Journal of the Acoustical Society of America | 2015
Matthias Echternach; Peter Birkholz; Louisa Traser; Tabea Flügge; Robert Kamberger; Fabian Burk; Michael Burdumy; Bernhard Richter
The role of the vocal tract for phonation at very high soprano fundamental frequencies (F0s) is not yet understood in detail. In this investigation, two experiments were carried out with a single professional high soprano subject. First, using two dimensional (2D) dynamic real-time magnetic resonance imaging (MRI) (24 fps) midsagittal and coronal vocal tract shapes were analyzed while the subject sang a scale from Bb5 (932 Hz) to G6 (1568 Hz).

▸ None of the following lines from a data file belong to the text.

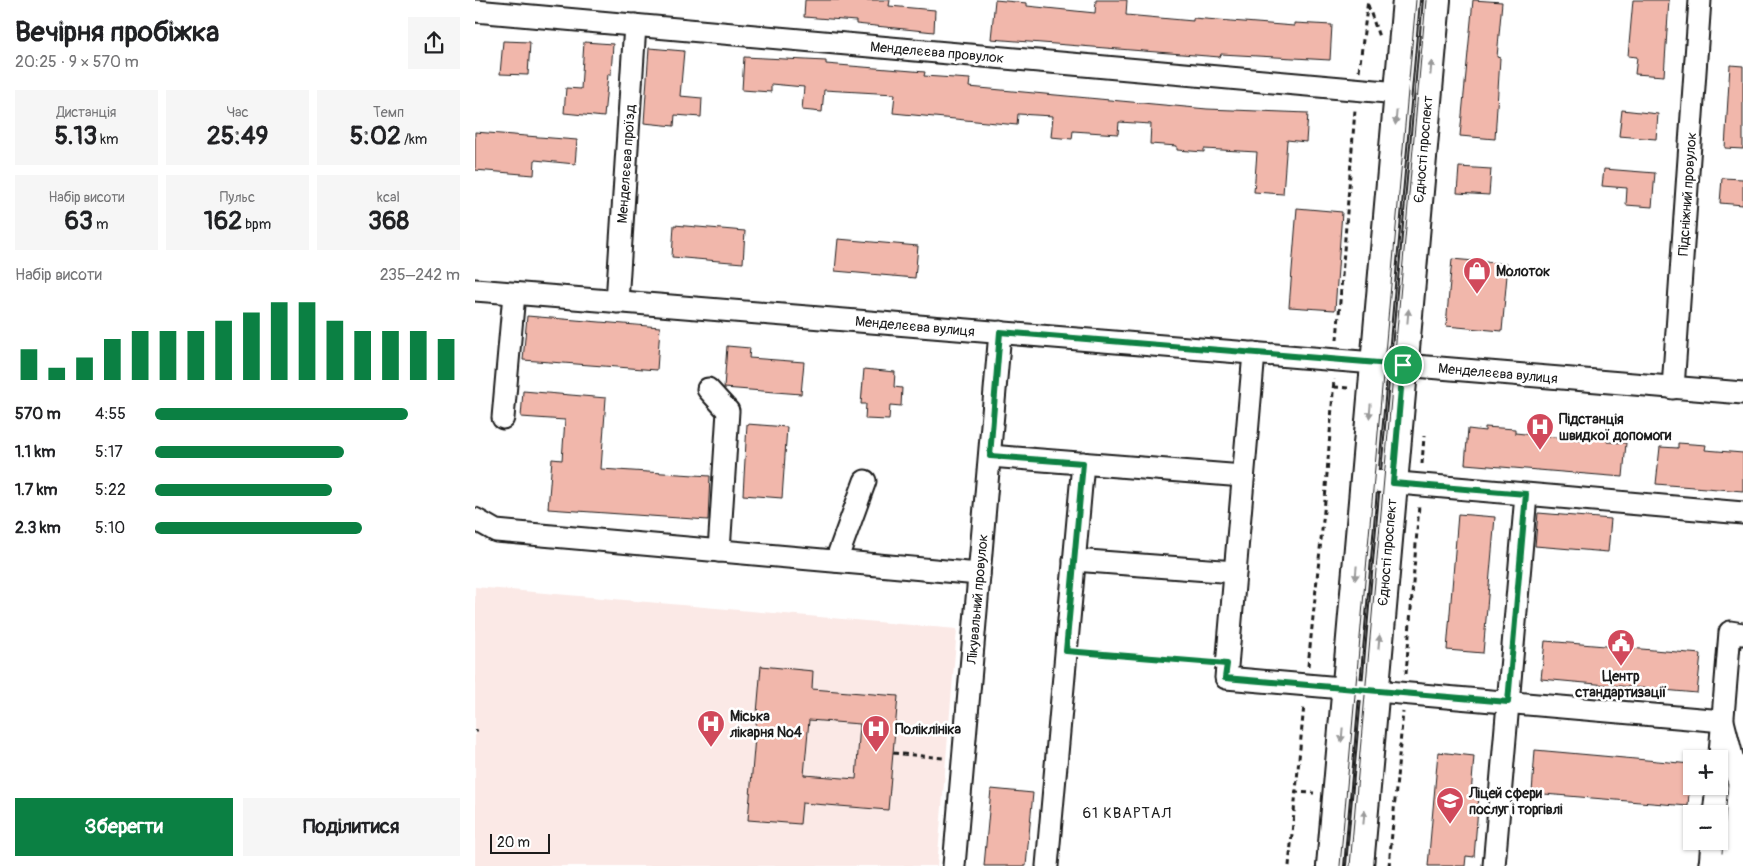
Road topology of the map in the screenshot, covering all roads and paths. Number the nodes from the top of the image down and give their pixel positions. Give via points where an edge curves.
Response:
1 (1368, 0) edge
2 (1406, 0) edge
3 (1437, 0) edge
4 (1700, 0) edge
5 (475, 11) edge
6 (635, 26) junction
7 (1357, 89) junction
8 (1398, 93) junction
9 (475, 290) edge
10 (513, 294) junction
11 (617, 302) junction
12 (1000, 332) junction
13 (1337, 346) dead end
14 (1254, 353) junction
15 (1374, 363) junction
16 (1403, 365) junction
17 (1334, 387) dead end
18 (1673, 388) junction
19 (708, 389) dead end
20 (1743, 393) edge
21 (503, 418) dead end
22 (1424, 431) dead end
23 (990, 456) junction
24 (1083, 463) junction
25 (1243, 476) junction
26 (1364, 480) junction
27 (865, 481) dead end
28 (1393, 483) junction
29 (1420, 486) junction
30 (1526, 494) junction
31 (1743, 513) edge
32 (475, 519) edge
33 (719, 551) junction
34 (1074, 560) junction
35 (836, 561) junction
36 (1235, 572) junction
37 (979, 574) junction
38 (1743, 634) edge
39 (1066, 651) junction
40 (1227, 664) junction
41 (1306, 684) junction
42 (1346, 688) junction
43 (1375, 690) junction
44 (1404, 693) junction
45 (1508, 702) junction
46 (1723, 721) junction
47 (1720, 750) edge
48 (893, 753) dead end
49 (963, 759) junction
50 (1741, 785) edge
51 (1711, 850) edge
52 (1710, 864) edge
53 (1738, 865) edge
54 (954, 866) edge
55 (1047, 866) edge
56 (1289, 866) edge
57 (1330, 866) edge
58 (1360, 866) edge
59 (1389, 866) edge
60 (1493, 866) edge

1 - 7 path
2 - 8 main road, Єдності проспект
16 -> 3 main road, Єдності проспект
4 - 18 street, Підсніжний провулок
5 - 6 street, Менделєєва провулок
6 - 7 street, Менделєєва провулок
6 - 11 street, Менделєєва проїзд
7 - 8 street, Менделєєва провулок
7 - 13 path
8 -> 15 main road, Єдності проспект
9 - 10 street, Менделєєва вулиця
10 - 11 street, Менделєєва вулиця
10 - 21 street
11 - 12 street, Менделєєва вулиця
12 - 14 street, Менделєєва вулиця
12 - 23 street, Лікувальний провулок
14 - 15 street, Менделєєва вулиця
14 - 25 street
15 - 16 main road, Менделєєва вулиця
15 -> 26 main road, Єдності проспект
16 - 18 street, Менделєєва вулиця
16 - 28 main road, Єдності проспект
17 - 41 path
18 - 20 street, Менделєєва вулиця
19 - 33 street via 727,411
22 - 29 path
23 - 24 street
23 - 37 street, Лікувальний провулок
24 - 25 street
24 - 34 street
25 - 36 street
26 - 28 street
26 -> 42 main road, Єдності проспект
27 - 35 street
28 - 29 street
43 -> 28 main road, Єдності проспект
29 - 30 street
29 - 44 path
30 - 31 street
30 - 45 street
32 - 33 street via 496,531
33 - 35 street
34 - 36 street
34 - 39 street
35 - 37 street
36 - 40 street
37 - 49 street, Лікувальний провулок
38 - 46 street via 1730,632
39 - 40 path
39 - 55 street
40 - 41 street via 1225,678
41 - 42 street
41 - 56 path
42 - 43 street
42 -> 57 main road, Єдності проспект
43 - 44 street
58 -> 43 main road, Єдності проспект
44 - 45 street
44 - 59 path
45 - 46 street
45 - 60 street
46 - 47 street
46 - 50 street
48 - 49 path
49 - 54 street, Лікувальний провулок
50 - 53 street
51 - 52 street
52 - 53 street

In a second experiment, volumetric vocal tract MRI data were recorded from sustained phonations (13 s) for the pitches C6 (1047 Hz) and G6 (1568 Hz). Formant frequencies were measured in physical models created by 3D printing, and calculated from area functions obtained from the 3D vocal tract shapes. The data showed that there were only minor modifications of the vocal tract shape. These changes involved a decrease of the piriform sinus as well as small changes of tongue position. Formant frequencies did not exhibit major differences between C6 and G6 for F1 and F3, respectively. Only F2 was slightly raised for G6. For G6, however, F2 is not excited by any voice source partial. Therefore, this investigation was not able to confirm that the analyzed professional soprano subject adjusted formants to voice source partials for the analyzed F0s.